Task details :: Reproduce the listing exactly, keeping every word as it is.

Given entries ::
****************
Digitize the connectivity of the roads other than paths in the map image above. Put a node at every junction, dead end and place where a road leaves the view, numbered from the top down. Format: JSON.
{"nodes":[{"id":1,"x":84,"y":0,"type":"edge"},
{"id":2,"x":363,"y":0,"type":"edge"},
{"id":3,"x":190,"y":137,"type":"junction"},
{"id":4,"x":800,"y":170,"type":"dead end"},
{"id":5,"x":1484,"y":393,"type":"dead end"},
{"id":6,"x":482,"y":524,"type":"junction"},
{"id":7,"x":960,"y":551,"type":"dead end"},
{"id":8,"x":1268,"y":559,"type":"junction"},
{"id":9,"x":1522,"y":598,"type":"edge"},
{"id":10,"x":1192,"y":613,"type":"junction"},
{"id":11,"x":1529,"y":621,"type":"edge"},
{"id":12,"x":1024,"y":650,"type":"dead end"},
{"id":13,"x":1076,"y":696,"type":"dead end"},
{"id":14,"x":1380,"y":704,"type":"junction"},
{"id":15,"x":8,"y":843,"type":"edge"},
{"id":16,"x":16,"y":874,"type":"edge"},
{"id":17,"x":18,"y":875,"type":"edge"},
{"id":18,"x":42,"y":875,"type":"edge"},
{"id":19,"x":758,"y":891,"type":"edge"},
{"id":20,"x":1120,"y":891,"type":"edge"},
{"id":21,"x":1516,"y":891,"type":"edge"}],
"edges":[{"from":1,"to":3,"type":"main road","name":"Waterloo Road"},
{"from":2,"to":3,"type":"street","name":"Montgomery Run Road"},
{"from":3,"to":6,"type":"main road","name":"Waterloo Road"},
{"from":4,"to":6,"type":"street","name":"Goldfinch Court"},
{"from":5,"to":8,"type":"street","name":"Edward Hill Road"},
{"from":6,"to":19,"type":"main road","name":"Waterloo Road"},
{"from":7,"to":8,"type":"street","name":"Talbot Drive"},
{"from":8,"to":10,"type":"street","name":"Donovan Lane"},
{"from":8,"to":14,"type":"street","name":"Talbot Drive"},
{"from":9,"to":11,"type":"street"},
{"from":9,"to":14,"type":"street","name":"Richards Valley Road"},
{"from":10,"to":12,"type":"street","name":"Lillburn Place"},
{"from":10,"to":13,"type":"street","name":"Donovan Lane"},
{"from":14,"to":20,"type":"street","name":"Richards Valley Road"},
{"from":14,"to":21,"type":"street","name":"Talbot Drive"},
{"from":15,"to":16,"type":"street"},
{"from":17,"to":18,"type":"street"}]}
****************
Answer to this task ::
Digitize the connectivity of the roads other than paths in the map image above. Put a node at every junction, dead end and place where a road leaves the view, numbered from the top down. Format: JSON.
{"nodes":[{"id":1,"x":84,"y":0,"type":"edge"},
{"id":2,"x":363,"y":0,"type":"edge"},
{"id":3,"x":190,"y":137,"type":"junction"},
{"id":4,"x":800,"y":170,"type":"dead end"},
{"id":5,"x":1484,"y":393,"type":"dead end"},
{"id":6,"x":482,"y":524,"type":"junction"},
{"id":7,"x":960,"y":551,"type":"dead end"},
{"id":8,"x":1268,"y":559,"type":"junction"},
{"id":9,"x":1522,"y":598,"type":"edge"},
{"id":10,"x":1192,"y":613,"type":"junction"},
{"id":11,"x":1529,"y":621,"type":"edge"},
{"id":12,"x":1024,"y":650,"type":"dead end"},
{"id":13,"x":1076,"y":696,"type":"dead end"},
{"id":14,"x":1380,"y":704,"type":"junction"},
{"id":15,"x":8,"y":843,"type":"edge"},
{"id":16,"x":16,"y":874,"type":"edge"},
{"id":17,"x":18,"y":875,"type":"edge"},
{"id":18,"x":42,"y":875,"type":"edge"},
{"id":19,"x":758,"y":891,"type":"edge"},
{"id":20,"x":1120,"y":891,"type":"edge"},
{"id":21,"x":1516,"y":891,"type":"edge"}],
"edges":[{"from":1,"to":3,"type":"main road","name":"Waterloo Road"},
{"from":2,"to":3,"type":"street","name":"Montgomery Run Road"},
{"from":3,"to":6,"type":"main road","name":"Waterloo Road"},
{"from":4,"to":6,"type":"street","name":"Goldfinch Court"},
{"from":5,"to":8,"type":"street","name":"Edward Hill Road"},
{"from":6,"to":19,"type":"main road","name":"Waterloo Road"},
{"from":7,"to":8,"type":"street","name":"Talbot Drive"},
{"from":8,"to":10,"type":"street","name":"Donovan Lane"},
{"from":8,"to":14,"type":"street","name":"Talbot Drive"},
{"from":9,"to":11,"type":"street"},
{"from":9,"to":14,"type":"street","name":"Richards Valley Road"},
{"from":10,"to":12,"type":"street","name":"Lillburn Place"},
{"from":10,"to":13,"type":"street","name":"Donovan Lane"},
{"from":14,"to":20,"type":"street","name":"Richards Valley Road"},
{"from":14,"to":21,"type":"street","name":"Talbot Drive"},
{"from":15,"to":16,"type":"street"},
{"from":17,"to":18,"type":"street"}]}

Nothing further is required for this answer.